Actually, I don't even see how Miranda could be blamed for Big's actions (I didn't see her holding a gun to the guy's head). If a any man is that willing to listen to criticisms of his upcoming nuptials, then he's not ready to get hitched. Big knew what happened between Miranda and Steve and he knew Miranda was hurting. Why did he let her words bother him so? Because the seed of fear was already planted in him and it didn't help to see his future wife ignore him in favor of completely superficial things.

My point is that I always see Carrie exaggerating her problems. She acts as if Miranda slept with Big before the big day. So, if your post was conveying Carrie's view of Miranda's actions then I completely agree with you; of course Carrie would gravitate to Steve's aid, they're both cheaters! But from where I'm sitting, I find Miranda's course believable and I understand it. Part of Steve's explanation of why he did what he did involved saying that he wasn't really having much sex with Miranda. He might not have been trying to blame her but it sure sounded like "If you'd had more sex with me I might not have done cheated..." and I can understand why she took it personally. I guess I sympathize with Miranda because, throughout the show, I've always seen Steve as a big kid who could never understand how much pressure she was under and expected her to drop whatever she was doing in order to play with him (sometimes his attitude was great in helping Miranda see the lighter side of life but at other times it was just plain infuriating). Maybe she wasn't thinking of Brady when she distanced herself but she needed to regain stability and perspective, to come out of shell-shock. Living with a man who would have surely moped and begged her for forgiveness wouldn't have given her any time to herself. I don't think staying at the house would have made for a happy living arrangement for anyone.

And as far as Miranda being criticized by her buddies for shutting Steve out of her life completely, it's funny that Carrie would think this action was an overreaction since she (Carrie) completely ignored Big for at least six months. Miranda allowed Steve to enter her new apartment to drop off or pick up Brady; Carrie avoided Big like the plague. And while Charlotte and Samantha seemed to really hurt alongside Carrie, they kept nagging Samantha to stop being such a bitch and give Steve one more chance. What is up with that? Is it because they all expected more from Steve? Well, if that's the case, why can't they understand that Steve's "good guy" status might have made his actions even more capable of causing pain? It's like being slammed by a train that's come out of nowhere.

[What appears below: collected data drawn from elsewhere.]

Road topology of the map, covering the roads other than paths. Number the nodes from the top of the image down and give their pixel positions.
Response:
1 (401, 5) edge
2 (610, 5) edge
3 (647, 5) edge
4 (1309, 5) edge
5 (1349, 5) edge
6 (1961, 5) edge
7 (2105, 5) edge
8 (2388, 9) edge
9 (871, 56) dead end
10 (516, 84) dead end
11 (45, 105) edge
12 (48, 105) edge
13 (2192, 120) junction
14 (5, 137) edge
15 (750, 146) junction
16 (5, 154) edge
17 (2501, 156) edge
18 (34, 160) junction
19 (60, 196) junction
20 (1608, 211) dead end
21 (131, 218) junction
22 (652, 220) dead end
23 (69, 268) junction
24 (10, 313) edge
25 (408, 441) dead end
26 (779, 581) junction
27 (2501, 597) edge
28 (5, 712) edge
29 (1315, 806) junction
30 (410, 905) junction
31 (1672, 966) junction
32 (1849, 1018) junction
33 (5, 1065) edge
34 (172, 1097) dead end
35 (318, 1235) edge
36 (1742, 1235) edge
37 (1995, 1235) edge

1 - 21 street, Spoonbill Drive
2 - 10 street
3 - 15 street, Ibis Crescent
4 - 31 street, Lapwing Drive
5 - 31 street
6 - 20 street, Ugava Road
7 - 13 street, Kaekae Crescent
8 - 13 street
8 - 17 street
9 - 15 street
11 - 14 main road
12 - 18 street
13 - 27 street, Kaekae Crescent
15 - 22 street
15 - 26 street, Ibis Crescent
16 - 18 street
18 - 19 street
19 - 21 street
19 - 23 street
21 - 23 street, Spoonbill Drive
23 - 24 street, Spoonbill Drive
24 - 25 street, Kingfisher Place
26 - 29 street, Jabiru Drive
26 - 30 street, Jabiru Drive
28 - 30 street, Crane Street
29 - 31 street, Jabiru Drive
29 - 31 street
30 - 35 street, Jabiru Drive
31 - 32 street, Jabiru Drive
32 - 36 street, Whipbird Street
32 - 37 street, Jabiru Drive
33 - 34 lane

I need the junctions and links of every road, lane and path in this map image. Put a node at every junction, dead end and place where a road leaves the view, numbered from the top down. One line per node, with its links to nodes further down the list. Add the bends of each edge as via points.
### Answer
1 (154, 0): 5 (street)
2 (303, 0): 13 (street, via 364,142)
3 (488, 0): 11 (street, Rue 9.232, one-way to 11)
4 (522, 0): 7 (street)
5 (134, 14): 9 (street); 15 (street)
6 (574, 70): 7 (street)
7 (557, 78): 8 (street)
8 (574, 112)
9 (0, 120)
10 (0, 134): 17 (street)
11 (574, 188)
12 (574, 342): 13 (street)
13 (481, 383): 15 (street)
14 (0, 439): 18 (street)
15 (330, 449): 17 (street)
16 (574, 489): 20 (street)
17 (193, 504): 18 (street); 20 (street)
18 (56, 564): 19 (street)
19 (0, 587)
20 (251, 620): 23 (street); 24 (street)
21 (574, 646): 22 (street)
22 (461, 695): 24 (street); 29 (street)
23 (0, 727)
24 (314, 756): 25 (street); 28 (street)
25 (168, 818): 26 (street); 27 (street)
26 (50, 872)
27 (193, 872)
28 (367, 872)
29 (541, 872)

Whew, can't believe I wrote so much. I guess I must be really disappointed with many parts of this movie.

Kelly said...

I understand your frustration with Carrie. My biggest problem with the entire series is that Carrie blows her problems way out of proportion. Particularly, whenever Big and her break up it is usually her running at the smallest mistake on his part and then crying heartbreak. It's never fair to Big, she did the same thing with other men on the series and it's most certainly not fair to her friends who go through even more traumatic events than her and never seem to matter as much. Carrie is without a doubt my least favourite of the core four for many of the reasons you laid out in your complaints about the film.